If you've never been to Michiana RC before- Here's a few reasons you'll wanna check us out!

* 36' x 60' track surface, with an approximate 120' runline.
* *BRAND NEW!!! CRC "Fasttrack" Ozite racing surface. * 
* AMB Scoring which accepts Personal Transponders.
* RC Scoring Pro, the best software on the market.
* Good upstairs and downstairs pitting.
* Hobby shop on-site, carrying the essential items.
* A clean, fun environment!


Common Classes are as Follows:

-Stadium Truck Novice (T4/XXX trucks) Foam tires or smooth rubber tires.
-Stadium Truck Advanced (same as above)
-Short Course Stock (ROAR Rules)

-12th Scale Stock (ROAR Rules)
-Touring Car (looking like 17.5/Rubber)
-Vintage Trans Am (rules TBD)

Other classes are welcome! Takes four to make a class.

Check out our website, www.michianarc.com for directions and other information! 

NOTE: A few of the classes are "up in the air" for rules, such as VTA & Touring Car. Rules will be determined this week.​
Thanks guys, for the continued support! Aaron, Ken and Todd- Michiana RC Raceways


----------



## Zoe's Dad (Apr 22, 2010)

looking forward to another exciting year of spending money and getting upset with my kid!! I personally cant wait..
oh yeah, Todd, Aaron, and Ken, all great guys willing to help out whenever they can.


----------



## martymiller35 (Feb 4, 2008)

I have been too busy to finish off my 1/12th, I should be able to make it Wednesday and Friday. mmmmmmm new carpet.


----------



## Zoe's Dad (Apr 22, 2010)

not many people showed up last friday night..we need more racers..I was home before 11..thats b.s
bring em out
bring em out
bring em out


----------



## hunternaf (Jun 10, 2009)

seemed like a good enough crowd this friday, I left at 11:40 any later and I will not be able to get out to the woods before noon, sucks getting older at least I can still feel young at the track Gary


----------



## ToddFalkowski (Aug 31, 2006)

Ha! Ya found us! We had a total of 45 this week! Normal crowds have been in the mid to high 40's...

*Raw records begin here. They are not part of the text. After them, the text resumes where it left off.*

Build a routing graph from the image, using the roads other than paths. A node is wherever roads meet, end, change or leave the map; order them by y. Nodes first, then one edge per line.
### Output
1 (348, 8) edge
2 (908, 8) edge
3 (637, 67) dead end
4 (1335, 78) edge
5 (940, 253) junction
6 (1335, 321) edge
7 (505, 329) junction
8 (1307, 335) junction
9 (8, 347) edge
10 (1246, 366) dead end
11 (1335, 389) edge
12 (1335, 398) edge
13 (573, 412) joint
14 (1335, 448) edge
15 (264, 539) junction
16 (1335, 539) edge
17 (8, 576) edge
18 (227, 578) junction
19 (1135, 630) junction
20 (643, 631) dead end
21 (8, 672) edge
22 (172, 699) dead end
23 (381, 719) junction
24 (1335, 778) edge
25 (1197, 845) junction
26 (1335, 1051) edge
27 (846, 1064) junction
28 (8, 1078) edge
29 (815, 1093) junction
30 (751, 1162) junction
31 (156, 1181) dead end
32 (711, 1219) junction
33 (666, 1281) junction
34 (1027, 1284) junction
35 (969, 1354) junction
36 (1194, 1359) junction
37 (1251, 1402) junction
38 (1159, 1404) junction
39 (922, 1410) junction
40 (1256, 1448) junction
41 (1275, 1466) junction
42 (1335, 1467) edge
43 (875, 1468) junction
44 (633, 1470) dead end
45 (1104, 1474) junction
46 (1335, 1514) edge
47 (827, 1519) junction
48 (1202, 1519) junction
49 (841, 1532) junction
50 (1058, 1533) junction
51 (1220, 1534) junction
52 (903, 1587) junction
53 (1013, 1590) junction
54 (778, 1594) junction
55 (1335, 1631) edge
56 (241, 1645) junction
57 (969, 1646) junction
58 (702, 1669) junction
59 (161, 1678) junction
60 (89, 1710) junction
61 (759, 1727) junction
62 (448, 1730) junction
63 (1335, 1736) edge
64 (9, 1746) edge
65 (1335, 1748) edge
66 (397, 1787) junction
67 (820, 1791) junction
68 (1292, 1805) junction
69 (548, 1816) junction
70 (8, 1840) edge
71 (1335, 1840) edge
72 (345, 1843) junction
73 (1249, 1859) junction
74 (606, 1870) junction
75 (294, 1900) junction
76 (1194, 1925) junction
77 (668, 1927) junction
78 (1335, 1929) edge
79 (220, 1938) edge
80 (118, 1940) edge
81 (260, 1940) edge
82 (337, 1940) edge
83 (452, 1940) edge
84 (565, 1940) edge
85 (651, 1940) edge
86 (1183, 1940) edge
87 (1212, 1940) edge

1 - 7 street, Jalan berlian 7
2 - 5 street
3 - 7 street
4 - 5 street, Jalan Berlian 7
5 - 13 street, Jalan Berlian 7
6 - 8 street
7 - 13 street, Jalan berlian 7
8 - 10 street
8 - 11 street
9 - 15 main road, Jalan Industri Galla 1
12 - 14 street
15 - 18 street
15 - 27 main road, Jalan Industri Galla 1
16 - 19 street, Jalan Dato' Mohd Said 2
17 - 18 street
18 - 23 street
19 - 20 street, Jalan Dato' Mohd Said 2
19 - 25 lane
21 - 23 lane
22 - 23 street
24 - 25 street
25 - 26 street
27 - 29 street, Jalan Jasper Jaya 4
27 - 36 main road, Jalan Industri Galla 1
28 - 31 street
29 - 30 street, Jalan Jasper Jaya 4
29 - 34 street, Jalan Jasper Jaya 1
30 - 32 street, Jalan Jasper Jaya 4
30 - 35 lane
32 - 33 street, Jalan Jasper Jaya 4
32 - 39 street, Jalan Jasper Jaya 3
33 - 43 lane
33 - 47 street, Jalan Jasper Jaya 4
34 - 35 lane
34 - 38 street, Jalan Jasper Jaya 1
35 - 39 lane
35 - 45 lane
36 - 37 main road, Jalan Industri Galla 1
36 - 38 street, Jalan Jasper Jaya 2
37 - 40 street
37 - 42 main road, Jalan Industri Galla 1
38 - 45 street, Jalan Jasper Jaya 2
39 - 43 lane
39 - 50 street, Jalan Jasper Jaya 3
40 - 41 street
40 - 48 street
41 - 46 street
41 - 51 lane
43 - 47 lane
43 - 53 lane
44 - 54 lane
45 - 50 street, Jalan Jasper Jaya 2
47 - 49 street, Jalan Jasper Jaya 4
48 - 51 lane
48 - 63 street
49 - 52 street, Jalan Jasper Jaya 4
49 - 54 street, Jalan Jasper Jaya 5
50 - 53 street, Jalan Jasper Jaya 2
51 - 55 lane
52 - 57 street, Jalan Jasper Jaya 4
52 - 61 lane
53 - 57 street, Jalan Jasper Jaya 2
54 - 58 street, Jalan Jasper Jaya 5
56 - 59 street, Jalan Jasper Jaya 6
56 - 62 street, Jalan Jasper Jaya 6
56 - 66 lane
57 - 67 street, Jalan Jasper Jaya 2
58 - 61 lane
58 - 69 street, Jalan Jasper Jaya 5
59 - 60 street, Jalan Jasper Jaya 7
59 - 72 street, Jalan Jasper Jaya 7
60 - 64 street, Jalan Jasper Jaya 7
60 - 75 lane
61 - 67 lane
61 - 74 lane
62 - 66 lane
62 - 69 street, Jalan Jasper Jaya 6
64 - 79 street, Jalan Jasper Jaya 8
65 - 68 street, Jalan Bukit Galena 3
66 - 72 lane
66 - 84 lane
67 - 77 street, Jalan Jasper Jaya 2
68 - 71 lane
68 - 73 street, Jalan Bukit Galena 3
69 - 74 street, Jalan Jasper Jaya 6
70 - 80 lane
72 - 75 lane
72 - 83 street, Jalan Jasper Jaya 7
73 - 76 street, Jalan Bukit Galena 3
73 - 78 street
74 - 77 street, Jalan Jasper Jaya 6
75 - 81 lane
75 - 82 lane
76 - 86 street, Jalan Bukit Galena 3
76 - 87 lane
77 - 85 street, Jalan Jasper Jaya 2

We'll do our best to get ya out at a decent time!


----------



## hunternaf (Jun 10, 2009)

I did not mean to make you start a new thread I just wanted to know if most people used any one spot. Thanks Todd


----------



## ToddFalkowski (Aug 31, 2006)

Ah, no biggie... Needed one anyway....

Phil, Ken... How ya guys doin?


----------



## FASTPZ (Dec 31, 2007)

Doing pretty well how are you, Leah made the a at the halloween classic qualified 8th and I was 11th ended up winning the b, leah got put in the board, shut the car off she was driving very well. We will be up soon to run with you guys, when is the king of the road race?


----------



## Miller Time (Sep 24, 2006)

Getting a good start to the 2010/2011 carpet season, A Main in both 1/12 and WGT at the Classic, 5 Ft Wayne drivers in the top 15. Thinks are looking good....ditto on the KoTR race, or Queen oTR if Leah has a good day


----------



## ToddFalkowski (Aug 31, 2006)

Hey guys!

Awesome to hear you guys are doing well!

Looks like the KOTR will be Jan 16th- hope to see ya guys there! I just might do some 12th scale this year! Kinda missing it!!!


----------



## Miller Time (Sep 24, 2006)

ToddFalkowski said:


> Hey guys!
> 
> Awesome to hear you guys are doing well!
> 
> Looks like the KOTR will be Jan 16th- hope to see ya guys there! I just might do some 12th scale this year! Kinda missing it!!!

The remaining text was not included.